August 27, 2010

On the proposed Islamic community center a few blocks away from Ground Zero

Posted in Current events, Politics, Religion at 4:18 pm by The Lizard Queen

[My hope is to ease my way back into blogging by pointing to someone else's writing first.  We'll see how it goes.  :) ]

Everyone and their pet lemur is talking these days about the so-called Ground Zero mosque.  I’m inclined to think that a lot of pundits are being deliberately disingenuous: they know full well that it’s a community center, not just a mosque, and they know full well that it’s not on the actual Ground Zero site.  However, plenty of people out there hear discussion of a Ground Zero mosque and believe that’s exactly what’s being proposed: a mosque built on the spot where the Twin Towers used to be.  I can understand why people would be opposed to that particular proposition; I wouldn’t be terribly fond of it myself, not because of any hard feelings toward Muslims, but because I wouldn’t be particularly keen on seeing any sort of place of formalized religious worship built there.  (I quite like Roger Ebert’s proposal of a green field, discussed toward the end of this post.)

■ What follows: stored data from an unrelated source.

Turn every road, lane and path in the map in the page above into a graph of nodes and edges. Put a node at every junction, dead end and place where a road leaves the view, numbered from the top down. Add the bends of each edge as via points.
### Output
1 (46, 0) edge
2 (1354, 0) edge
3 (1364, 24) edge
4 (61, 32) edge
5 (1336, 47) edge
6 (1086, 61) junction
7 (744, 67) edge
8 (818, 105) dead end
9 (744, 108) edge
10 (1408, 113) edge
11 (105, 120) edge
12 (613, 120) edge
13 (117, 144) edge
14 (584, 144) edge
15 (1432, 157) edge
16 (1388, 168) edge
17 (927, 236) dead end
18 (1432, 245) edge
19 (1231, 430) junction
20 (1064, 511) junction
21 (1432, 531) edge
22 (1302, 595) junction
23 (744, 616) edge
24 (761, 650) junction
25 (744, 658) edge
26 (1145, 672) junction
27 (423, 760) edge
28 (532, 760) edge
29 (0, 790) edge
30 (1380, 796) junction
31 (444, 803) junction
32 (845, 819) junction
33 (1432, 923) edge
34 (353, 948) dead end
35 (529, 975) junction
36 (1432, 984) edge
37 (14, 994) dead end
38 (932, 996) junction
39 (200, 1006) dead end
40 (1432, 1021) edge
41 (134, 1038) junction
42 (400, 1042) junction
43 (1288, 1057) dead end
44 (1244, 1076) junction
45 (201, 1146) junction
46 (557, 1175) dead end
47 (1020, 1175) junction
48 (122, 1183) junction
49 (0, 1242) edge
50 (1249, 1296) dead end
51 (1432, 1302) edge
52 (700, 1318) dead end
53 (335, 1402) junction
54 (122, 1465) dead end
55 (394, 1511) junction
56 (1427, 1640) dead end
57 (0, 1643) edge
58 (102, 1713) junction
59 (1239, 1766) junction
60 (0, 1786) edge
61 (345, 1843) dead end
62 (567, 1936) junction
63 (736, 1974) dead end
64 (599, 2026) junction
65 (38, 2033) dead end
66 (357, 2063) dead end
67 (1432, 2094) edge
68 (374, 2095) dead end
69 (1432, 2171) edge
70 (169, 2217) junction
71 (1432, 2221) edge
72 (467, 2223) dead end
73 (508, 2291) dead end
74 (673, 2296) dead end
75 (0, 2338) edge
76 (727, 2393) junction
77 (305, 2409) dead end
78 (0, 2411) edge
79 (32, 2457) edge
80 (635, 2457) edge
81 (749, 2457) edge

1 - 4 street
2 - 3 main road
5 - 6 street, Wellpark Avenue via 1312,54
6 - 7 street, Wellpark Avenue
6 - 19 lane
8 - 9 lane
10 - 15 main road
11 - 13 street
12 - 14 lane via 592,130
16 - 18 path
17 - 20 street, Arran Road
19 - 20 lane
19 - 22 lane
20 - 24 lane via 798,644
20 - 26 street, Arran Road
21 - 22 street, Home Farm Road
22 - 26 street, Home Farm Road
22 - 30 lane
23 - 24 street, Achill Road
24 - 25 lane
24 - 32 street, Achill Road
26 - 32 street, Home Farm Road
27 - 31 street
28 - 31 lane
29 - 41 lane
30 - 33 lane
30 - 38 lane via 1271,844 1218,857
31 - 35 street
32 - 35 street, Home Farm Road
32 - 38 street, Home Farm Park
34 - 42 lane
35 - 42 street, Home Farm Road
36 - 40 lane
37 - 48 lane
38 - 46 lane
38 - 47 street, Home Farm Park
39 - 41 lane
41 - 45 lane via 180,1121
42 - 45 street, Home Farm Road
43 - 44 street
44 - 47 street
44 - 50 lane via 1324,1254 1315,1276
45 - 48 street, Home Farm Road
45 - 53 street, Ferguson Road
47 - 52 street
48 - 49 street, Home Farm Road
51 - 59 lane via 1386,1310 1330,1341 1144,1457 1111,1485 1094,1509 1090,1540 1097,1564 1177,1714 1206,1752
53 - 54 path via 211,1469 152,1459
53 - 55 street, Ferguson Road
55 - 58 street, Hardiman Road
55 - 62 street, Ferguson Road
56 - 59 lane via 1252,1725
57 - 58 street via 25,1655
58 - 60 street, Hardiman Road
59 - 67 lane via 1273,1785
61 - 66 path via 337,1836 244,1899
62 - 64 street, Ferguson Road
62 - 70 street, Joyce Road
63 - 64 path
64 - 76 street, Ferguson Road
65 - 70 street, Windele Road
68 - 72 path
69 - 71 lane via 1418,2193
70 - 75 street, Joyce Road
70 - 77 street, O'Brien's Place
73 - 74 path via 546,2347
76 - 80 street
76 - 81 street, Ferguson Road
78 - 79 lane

My point, then, is that I appreciate the various attempts being made at clarifying the discussion, at discussing the issue as it actually is.  In particular, I liked what Jill Filipovic had to say on the subject close to a week ago (emphasis added):

Alvy Singer was probably right when he said that the rest of the country looks at New York like we’re left-wing, communist, Jewish, homosexual pornographers – that’s why a lot of us transplants moved here in the first place. But Republicans have made it clear that they don’t find that characterization nearly as charming as many of us do. When election time rolls around, New York is the GOP’s favorite punching bag: We’re not “real America;” we’re elitists; we’re latte-drinking arugula-eaters. For 364 days a year, Republicans are happy to characterize us as Sodom to San Francisco’s Gomorrah.

And then there’s September 11th. Any mention of that day and all of a sudden we’re a city so important, and of such hallowed ground, that local zoning laws and the decisions of our community boards should be issues of national debate.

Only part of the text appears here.